Padahal yang kami bahas adalah struktur ekonomi, relasi kuasa, dan bagaimana kelompok perempuan berbeda mengalami kerentanan yang tidak sama. Pekerja seks muncul dalam diskusi bukan karena feminisme “mempromosikan” profesi, melainkan karena mereka sering berada di titik paling rentan: diabaikan hukum, dimiskinkan secara ekonomi, rentan kekerasan, tapi paling sedikit dilindungi.
Ketika seluruh diskusi kompleks itu disempitkan jadi satu kalimat sinis, yang terjadi adalah bentuk lain dari serangan halus: meremehkan kerja intelektual perempuan dan mengerdilkan wacana yang sebenarnya sedang membongkar ketidakadilan.
Sering juga muncul komentar,“Kenapa feminis marah-marah terus?”
Kemarahan perempuan dibaca sebagai gangguan, bukan sinyal bahwa ada yang tidak beres. Padahal, feminisme tidak lahir karena hobi membenci laki-laki; ia lahir dari cinta—kepada diri sendiri, kepada sesama perempuan, dan kepada dunia yang seharusnya bisa lebih adil. Kritik terhadap patriarki adalah kritik terhadap sistem, bukan serangan ke individu laki-laki. Tapi di budaya yang nyaman dengan status quo, kemarahan perempuan lebih mudah dilabeli “berlebihan” daripada didengar.
Berbagai riset psikologi menunjukkan, serangan halus seperti ini menurunkan rasa aman, meningkatkan kecemasan sosial, dan membuat perempuan lebih berhati-hati bicara di ruang publik. UNESCO bahkan menemukan, perempuan yang terus-menerus mengalami komentar meremehkan cenderung mundur dari posisi pemimpin atau memilih diam di rapat, supaya “tidak terlalu menonjol”.
Di titik itulah saya paham, kenapa setiap kali ada laki-laki di forum, tubuh saya menegang satu detik lebih lama. Bukan karena benci, tapi karena antisipasi: Hari ini, suara saya akan direspons sebagai gagasan, atau sebagai tubuh?

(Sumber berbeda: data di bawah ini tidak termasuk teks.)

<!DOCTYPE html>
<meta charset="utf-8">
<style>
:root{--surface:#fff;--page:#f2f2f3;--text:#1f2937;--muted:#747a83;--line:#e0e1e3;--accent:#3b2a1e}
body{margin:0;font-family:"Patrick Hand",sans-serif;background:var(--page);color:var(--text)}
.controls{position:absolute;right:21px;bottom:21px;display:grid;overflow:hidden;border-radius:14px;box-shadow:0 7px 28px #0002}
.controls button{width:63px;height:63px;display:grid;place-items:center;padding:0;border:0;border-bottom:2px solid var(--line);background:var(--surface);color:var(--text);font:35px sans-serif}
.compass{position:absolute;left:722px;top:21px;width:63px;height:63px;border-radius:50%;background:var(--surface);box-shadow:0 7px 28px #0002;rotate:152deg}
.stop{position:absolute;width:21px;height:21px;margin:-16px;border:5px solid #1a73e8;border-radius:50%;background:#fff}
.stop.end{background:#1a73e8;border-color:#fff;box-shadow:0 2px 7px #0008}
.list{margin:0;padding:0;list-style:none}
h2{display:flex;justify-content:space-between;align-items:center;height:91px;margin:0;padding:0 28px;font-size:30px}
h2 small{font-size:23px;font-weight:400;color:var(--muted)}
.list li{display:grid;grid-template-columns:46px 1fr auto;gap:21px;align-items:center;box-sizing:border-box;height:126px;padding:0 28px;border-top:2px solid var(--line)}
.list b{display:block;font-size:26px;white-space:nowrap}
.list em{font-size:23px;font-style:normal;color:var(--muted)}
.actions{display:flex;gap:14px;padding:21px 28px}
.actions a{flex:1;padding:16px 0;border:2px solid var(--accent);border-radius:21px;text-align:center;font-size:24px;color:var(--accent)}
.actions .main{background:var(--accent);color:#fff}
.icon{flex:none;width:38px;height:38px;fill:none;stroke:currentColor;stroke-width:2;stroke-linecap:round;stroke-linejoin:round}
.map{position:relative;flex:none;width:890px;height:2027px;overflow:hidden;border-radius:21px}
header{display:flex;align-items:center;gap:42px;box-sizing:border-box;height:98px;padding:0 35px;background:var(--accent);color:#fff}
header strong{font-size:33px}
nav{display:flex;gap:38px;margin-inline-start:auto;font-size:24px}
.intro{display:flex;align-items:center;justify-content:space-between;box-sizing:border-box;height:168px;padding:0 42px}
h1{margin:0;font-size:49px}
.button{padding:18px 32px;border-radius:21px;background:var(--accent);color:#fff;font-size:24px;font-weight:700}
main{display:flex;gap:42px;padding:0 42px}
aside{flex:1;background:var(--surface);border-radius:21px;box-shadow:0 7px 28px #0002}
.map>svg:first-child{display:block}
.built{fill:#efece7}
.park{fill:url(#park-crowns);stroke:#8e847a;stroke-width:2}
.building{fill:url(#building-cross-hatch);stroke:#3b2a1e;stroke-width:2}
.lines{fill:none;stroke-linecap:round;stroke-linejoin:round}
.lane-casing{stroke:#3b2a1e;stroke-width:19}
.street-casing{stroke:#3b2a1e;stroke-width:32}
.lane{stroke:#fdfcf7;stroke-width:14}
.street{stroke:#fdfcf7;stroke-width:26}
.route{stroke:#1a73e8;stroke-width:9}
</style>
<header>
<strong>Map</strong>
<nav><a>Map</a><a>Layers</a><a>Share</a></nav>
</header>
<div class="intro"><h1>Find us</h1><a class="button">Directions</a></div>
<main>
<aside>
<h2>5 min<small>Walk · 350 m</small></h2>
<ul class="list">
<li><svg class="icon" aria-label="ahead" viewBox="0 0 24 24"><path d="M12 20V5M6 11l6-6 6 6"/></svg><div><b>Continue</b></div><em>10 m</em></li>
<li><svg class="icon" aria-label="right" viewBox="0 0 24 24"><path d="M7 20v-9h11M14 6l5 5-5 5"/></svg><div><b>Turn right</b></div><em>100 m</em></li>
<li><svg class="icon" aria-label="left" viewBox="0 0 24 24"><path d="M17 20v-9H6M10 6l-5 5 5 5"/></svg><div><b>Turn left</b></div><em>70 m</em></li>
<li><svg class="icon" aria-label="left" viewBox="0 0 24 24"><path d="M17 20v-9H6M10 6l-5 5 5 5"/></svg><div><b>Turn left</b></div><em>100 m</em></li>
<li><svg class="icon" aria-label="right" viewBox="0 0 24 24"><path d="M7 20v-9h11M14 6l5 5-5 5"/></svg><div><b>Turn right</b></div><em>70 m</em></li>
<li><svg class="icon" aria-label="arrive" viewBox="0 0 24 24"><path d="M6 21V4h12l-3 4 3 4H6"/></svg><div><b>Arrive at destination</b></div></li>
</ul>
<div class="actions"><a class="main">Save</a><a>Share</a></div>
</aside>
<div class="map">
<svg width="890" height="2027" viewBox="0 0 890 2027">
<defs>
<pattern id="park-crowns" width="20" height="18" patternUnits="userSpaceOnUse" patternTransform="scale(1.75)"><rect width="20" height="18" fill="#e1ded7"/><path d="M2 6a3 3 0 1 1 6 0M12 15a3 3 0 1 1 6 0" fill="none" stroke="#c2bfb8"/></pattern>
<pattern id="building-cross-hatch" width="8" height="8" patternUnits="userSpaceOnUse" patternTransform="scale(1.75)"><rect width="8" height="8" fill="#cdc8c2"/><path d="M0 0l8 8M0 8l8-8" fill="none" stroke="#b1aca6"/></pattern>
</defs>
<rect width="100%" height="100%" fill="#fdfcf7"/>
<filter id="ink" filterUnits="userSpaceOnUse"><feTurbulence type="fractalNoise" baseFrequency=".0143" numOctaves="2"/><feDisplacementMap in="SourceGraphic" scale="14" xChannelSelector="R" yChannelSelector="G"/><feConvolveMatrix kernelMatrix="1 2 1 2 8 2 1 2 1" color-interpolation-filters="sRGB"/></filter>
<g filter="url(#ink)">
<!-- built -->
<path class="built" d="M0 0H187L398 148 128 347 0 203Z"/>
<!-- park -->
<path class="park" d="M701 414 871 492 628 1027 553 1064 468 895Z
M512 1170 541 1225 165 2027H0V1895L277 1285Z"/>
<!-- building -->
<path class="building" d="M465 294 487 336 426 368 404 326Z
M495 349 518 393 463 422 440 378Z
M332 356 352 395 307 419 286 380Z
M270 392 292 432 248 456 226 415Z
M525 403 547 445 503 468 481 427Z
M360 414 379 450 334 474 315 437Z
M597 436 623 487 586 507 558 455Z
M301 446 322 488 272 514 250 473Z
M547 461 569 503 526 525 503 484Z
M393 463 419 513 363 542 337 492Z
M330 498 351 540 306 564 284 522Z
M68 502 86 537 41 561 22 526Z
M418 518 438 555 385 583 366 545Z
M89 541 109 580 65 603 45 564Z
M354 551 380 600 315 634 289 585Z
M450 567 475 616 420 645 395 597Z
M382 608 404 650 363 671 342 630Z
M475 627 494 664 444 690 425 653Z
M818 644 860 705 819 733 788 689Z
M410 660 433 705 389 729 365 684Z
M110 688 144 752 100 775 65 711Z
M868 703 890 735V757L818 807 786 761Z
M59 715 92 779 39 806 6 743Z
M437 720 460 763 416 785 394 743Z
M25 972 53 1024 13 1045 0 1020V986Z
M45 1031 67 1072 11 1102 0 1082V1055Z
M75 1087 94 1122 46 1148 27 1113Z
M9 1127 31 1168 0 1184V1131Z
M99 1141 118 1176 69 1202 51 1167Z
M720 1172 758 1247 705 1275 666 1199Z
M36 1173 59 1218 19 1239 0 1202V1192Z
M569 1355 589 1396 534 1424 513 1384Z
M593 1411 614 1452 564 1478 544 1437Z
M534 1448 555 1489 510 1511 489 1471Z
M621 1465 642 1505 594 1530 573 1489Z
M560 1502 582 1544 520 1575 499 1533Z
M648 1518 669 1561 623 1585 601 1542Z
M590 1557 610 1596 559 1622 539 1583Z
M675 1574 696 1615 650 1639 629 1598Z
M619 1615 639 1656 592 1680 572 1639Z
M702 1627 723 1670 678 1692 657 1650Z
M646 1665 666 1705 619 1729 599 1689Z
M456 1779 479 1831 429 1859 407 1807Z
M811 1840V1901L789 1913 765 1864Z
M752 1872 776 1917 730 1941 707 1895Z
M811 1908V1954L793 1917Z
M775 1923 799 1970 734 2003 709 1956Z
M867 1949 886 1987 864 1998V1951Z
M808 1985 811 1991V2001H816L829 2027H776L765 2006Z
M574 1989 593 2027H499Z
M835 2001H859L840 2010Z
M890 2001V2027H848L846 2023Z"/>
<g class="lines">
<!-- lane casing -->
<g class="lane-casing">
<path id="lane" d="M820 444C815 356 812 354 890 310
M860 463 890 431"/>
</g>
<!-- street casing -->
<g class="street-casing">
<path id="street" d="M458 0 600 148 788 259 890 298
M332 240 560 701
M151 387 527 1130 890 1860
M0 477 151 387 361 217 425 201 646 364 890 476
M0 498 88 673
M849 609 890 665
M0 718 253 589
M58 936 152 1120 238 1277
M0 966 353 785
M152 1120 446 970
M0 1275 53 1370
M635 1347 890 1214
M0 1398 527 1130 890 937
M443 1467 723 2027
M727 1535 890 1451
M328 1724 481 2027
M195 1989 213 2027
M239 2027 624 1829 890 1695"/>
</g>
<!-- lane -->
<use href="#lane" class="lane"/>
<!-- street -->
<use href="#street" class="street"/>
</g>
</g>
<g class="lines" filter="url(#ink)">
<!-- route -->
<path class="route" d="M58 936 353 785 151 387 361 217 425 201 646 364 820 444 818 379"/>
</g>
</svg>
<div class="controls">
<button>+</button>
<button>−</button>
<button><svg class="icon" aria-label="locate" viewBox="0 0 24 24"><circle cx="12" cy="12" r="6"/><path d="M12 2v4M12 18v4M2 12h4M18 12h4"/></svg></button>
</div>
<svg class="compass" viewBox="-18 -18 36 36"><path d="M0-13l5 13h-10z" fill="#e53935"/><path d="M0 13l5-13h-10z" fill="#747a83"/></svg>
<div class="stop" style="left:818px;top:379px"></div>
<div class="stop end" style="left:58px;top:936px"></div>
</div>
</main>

Kami, para perempuan, tidak sedang mencari-cari alasan untuk marah. Kami marah karena suara kami berkali-kali dinomorduakan dari status pernikahan kami. Kami marah karena setiap langkah menuju ruang publik selalu diiringi upaya halus untuk menyeret kami kembali ke ruang domestik.
Kami marah karena sudah terlalu sering dinilai sebagai objek, bukan diakui sebagai subjek yang berpikir.
Tapi di balik itu semua, kemarahan kami juga datang dari cinta.
Kami marah karena kami tahu dunia ini bisa lebih baik daripada sekarang.
Kami marah karena kami ingin generasi perempuan setelah kami bisa berdiri di panggung tanpa harus menjawab pertanyaan, “Sudah nikah belum?”
Membicarakan serangan halus seperti ini adalah cara kami membalikkan arah kuasa. Menamai luka kecil adalah langkah pertama untuk menghentikan pola yang sama berulang terus. Kami ingin perempuan bisa hidup bukan sebagai tubuh yang diinterogasi, tetapi sebagai manusia yang utuh, punya suara, dan berdaulat atas dirinya sendiri.
Anindwitya Rizqi Monica adalah konsultan dan pembicara di bidang kesetaraan gender dan pariwisata. Ia merupakan pendiri Women in Tourism Indonesia (WTID) dan pemilik JogJamu Indonesia. Anindwitya menempuh pendidikan S1 Pariwisata dan S2 Psikologi.